I don’t understand how people can harm each other so much,’ sighs security guard Louis Petrus. Louis has just returned to his hometown for the first time: the Christian city of Qaraqosh, near Mosul, which he had to flee on 6 August 2014, when Islamic State (IS) occupied the city.

‘Look at my house: it is damaged, most of my furniture has been stolen and my household effects are broken. Other inhabitants of Qaraqosh had prepared me for what I would find in the city. I had heard stories and seen pictures of the destruction caused by the jihadists. Now that I am seeing the city with my own eyes, I do not know what to feel. The IS terrorists have destroyed a lot of my possessions, but I am still quite well off, considering the damage that I can see in my neighbours’ houses: many houses have been burned or even completely destroyed. I have been blessed.’

Fr. Sharbil  Eeso a 72-year-old Catholic priest has also just returned home to the liberated city of Qaraqosh, which he was forced to leave on 17 August 2014. It is chaos in the seminary and the associated office. In their search for hidden treasures, IS militants tore down ceilings, destroyed statues and trashed the place.

‘We are not allowed to clear up the mess yet,’ he says, while he shakes off the dust from his recently recovered priestly headwear.

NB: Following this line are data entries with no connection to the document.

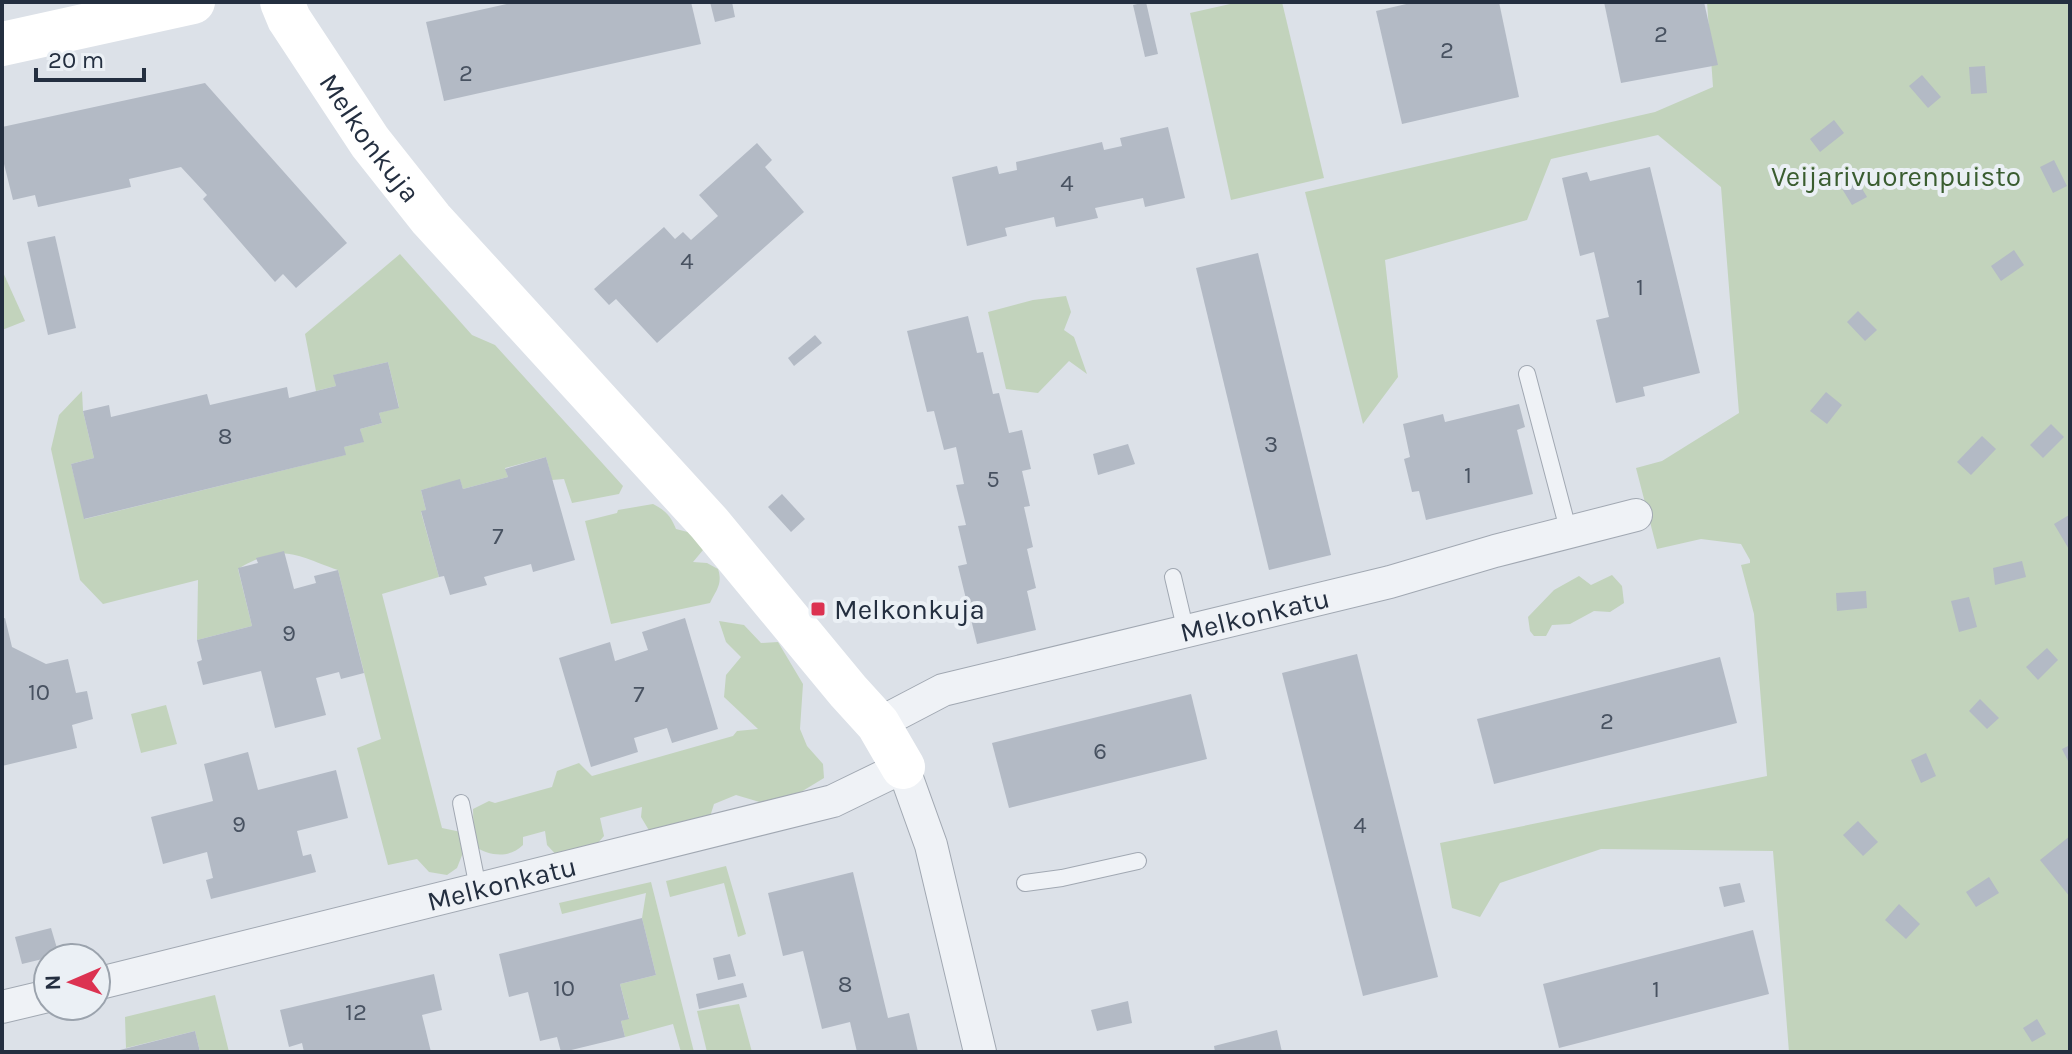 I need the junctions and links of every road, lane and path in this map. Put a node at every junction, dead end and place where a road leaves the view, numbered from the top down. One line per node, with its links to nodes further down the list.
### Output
1 (193, 2): 3 (street)
2 (282, 2): 9 (street, Melkonkuja)
3 (2, 44)
4 (1527, 374): 6 (lane)
5 (1636, 515): 6 (street, Melkonkatu)
6 (1569, 533): 8 (street, Melkonkatu)
7 (1173, 577): 8 (lane)
8 (1186, 632): 9 (street, Melkonkatu)
9 (878, 724): 10 (street, Melkonkuja)
10 (903, 767): 14 (street, Melkonkatu); 18 (street, Melkonkuja)
11 (461, 803): 14 (lane)
12 (1138, 861): 13 (lane)
13 (1025, 883)
14 (478, 888): 15 (street, Melkonkatu)
15 (112, 980)
16 (32, 1000): 17 (street)
17 (2, 1007)
18 (980, 1052)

‘First, the damage needs to be assessed carefully and documented thoroughly, and that can only start when the city is safe. Just the other week, a young 13 year old jihadist emerged from the tunnel system which IS has built underneath the city.’

During their occupation the jihadists enthusiastically desecrated the Catholic churches in Qaraqosh, going so far as to writing battle instructions on the walls and transforming St. George’s Church Syrian Catholic into a bomb factory. When the town was liberated, hundreds of bombs and grenades, of all shapes and sizes, were found lying there, waiting to be fired.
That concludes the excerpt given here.